At this stage, gaining access to analytics and understanding your supply chain’s driving forces are top priorities. Adding automation is likely to complicate matters before you have achieved a firm grasp of them.
Stage 3: Understanding what’s going to happen in the future
At this stage, you have gained a deeper understanding of your supply chain analytics, and you are ready to add automation to take it to the next level. To make automation work, you’re going to need data — a lot of it. The good news is that shippers at this level typically have plenty of data to work with. The bad news is that it's normally spread across various systems and spreadsheets.
By bringing all this disparate information together and automating reports of warehouse data, inventory data, logistics data and more, you become better at analyzing risk and picking out where the inefficiencies in the system lie.
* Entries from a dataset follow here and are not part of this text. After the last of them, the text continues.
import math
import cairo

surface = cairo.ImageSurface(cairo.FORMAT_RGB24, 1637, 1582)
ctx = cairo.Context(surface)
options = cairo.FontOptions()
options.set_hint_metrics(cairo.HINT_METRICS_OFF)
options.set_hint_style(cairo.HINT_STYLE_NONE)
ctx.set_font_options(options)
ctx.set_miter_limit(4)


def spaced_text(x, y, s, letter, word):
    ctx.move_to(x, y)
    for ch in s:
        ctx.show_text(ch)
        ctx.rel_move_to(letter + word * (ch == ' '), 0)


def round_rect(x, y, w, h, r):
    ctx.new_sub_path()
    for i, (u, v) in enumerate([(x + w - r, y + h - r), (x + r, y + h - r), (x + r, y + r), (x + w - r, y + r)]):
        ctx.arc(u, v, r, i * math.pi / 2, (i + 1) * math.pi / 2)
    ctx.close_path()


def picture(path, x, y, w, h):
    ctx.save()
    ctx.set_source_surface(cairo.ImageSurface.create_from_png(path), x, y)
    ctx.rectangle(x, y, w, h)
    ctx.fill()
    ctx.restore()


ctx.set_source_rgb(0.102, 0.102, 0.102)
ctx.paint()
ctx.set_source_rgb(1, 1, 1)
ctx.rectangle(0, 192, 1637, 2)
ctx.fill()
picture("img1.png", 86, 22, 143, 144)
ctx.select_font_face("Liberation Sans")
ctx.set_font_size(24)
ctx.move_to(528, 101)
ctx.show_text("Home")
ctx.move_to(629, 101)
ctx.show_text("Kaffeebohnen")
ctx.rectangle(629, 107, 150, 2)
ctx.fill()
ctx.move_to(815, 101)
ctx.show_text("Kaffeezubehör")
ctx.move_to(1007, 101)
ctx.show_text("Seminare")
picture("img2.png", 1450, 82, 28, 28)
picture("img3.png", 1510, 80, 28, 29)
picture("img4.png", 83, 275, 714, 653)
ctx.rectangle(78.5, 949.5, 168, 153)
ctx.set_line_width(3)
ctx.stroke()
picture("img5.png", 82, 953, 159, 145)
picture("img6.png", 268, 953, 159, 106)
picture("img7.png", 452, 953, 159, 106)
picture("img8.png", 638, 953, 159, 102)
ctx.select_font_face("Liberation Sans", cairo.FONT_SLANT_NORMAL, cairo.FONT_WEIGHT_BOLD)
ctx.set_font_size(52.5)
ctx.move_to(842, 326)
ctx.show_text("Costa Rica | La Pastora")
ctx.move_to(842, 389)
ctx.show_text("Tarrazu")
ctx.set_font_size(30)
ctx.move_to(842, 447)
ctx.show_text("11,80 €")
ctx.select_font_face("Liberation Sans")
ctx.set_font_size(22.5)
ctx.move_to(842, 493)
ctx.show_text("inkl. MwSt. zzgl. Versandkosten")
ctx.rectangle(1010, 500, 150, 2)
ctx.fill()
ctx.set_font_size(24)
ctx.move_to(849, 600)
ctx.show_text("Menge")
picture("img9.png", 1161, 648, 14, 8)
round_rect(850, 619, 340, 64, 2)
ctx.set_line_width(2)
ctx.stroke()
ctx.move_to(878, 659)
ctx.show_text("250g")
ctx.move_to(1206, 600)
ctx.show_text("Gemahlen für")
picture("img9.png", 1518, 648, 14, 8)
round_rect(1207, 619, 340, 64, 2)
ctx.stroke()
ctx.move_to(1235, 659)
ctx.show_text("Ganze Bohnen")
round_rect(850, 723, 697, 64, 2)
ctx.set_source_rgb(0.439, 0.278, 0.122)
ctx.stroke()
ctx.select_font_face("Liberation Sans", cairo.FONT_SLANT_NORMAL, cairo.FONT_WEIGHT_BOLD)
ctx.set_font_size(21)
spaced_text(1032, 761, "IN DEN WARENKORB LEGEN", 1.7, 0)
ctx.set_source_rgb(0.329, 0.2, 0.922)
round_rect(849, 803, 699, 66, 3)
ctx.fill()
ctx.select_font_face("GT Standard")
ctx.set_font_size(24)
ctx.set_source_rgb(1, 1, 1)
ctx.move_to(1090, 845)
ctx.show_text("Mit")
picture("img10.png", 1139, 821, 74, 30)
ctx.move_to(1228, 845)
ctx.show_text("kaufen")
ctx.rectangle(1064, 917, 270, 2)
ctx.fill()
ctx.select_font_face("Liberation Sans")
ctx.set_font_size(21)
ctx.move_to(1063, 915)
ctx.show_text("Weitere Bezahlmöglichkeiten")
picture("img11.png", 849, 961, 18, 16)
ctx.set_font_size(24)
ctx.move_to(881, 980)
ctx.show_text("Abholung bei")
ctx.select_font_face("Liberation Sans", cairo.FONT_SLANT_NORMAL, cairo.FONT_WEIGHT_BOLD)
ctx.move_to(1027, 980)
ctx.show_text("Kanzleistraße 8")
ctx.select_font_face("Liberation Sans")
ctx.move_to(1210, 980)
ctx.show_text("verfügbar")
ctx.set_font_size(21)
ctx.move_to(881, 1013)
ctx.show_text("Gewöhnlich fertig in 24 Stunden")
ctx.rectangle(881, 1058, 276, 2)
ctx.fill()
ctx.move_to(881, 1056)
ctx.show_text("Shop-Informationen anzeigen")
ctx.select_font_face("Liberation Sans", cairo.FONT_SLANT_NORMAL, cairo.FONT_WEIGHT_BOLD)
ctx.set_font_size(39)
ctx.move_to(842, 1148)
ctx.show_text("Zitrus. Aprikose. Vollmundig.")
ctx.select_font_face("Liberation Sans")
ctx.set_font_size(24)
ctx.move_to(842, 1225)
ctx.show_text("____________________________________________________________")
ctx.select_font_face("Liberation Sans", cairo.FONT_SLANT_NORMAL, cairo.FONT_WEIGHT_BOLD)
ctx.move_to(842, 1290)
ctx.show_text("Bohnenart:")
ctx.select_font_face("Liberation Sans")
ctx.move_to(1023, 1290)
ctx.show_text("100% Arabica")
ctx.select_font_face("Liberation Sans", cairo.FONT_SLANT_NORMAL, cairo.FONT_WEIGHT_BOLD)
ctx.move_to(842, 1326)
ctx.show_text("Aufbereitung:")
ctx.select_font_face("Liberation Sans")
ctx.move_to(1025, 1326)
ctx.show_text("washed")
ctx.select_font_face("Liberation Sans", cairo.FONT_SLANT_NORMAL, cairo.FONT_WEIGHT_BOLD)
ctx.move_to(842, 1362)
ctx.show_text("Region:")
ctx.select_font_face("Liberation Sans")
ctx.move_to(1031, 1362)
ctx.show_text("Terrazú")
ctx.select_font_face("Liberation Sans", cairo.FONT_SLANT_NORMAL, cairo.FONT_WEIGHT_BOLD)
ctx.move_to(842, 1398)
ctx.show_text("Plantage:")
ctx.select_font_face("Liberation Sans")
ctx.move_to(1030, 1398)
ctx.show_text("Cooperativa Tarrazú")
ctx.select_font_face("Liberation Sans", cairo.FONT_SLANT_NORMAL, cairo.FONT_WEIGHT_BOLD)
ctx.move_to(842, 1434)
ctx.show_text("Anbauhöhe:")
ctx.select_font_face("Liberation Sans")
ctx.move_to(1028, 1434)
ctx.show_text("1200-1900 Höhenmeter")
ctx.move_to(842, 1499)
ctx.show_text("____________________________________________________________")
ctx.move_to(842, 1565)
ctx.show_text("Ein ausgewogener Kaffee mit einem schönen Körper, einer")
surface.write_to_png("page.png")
Furthermore, by pulling together information from relevant external sources—weather reports, holiday hours, infrastructure changes—you can begin to predict certain events. With insights like these, you’ll know, for example, that a sunny spring in Florida means more trucks headed that way and the chance to take advantage of cheaper rates.
Automation is a major step toward looking forward as a business. You’ll be able to understand what’s going to happen, which will lead to significantly more savings, a scaled-up operation and increased productivity.
Stage 4: The future is here. What should you do about it?
Up to this point, you’ve used analytics to understand what’s going on and found where automation makes sense. The goal is to optimize all phases of the operation, leaving you and your team to make quick, responsive decisions on anything that falls out of the normal set of rules.
Combining everything from the previous three tiers will help you reach maximum efficiency and take things even further. Being able to describe what happened in the past and trace the reasons for it will allow you to understand, predict and proactively make a recommendation.
Something as essential to supply chain managers as the routing guide can be transformed with recommendations. Now, instead of a traditional, rules-based document for vendors and suppliers, a dynamic routing guide can respond to unfolding market conditions and adapt in real-time, recommending updates to those rules along the way. When the market returns to normal, the routing guide does as well.
There is one common thread that runs through all these tiers: data. At every level, it’s critical to keep data in a central location. As the business grows, you’re in for a major headache if your data is in disparate systems and silos.
Wherever you are in the life of your business, there’s a level of automation and/or analytics to fit specific requirements. In the early stages, ad hoc reports and dashboards provide valuable information. As the company grows, you can automate how that data is collected and sent to a central location. Eventually, you’ll be managing fully automated processes and flows. Matching up these capabilities with the maturity level of your business can significantly improve and streamline your operations.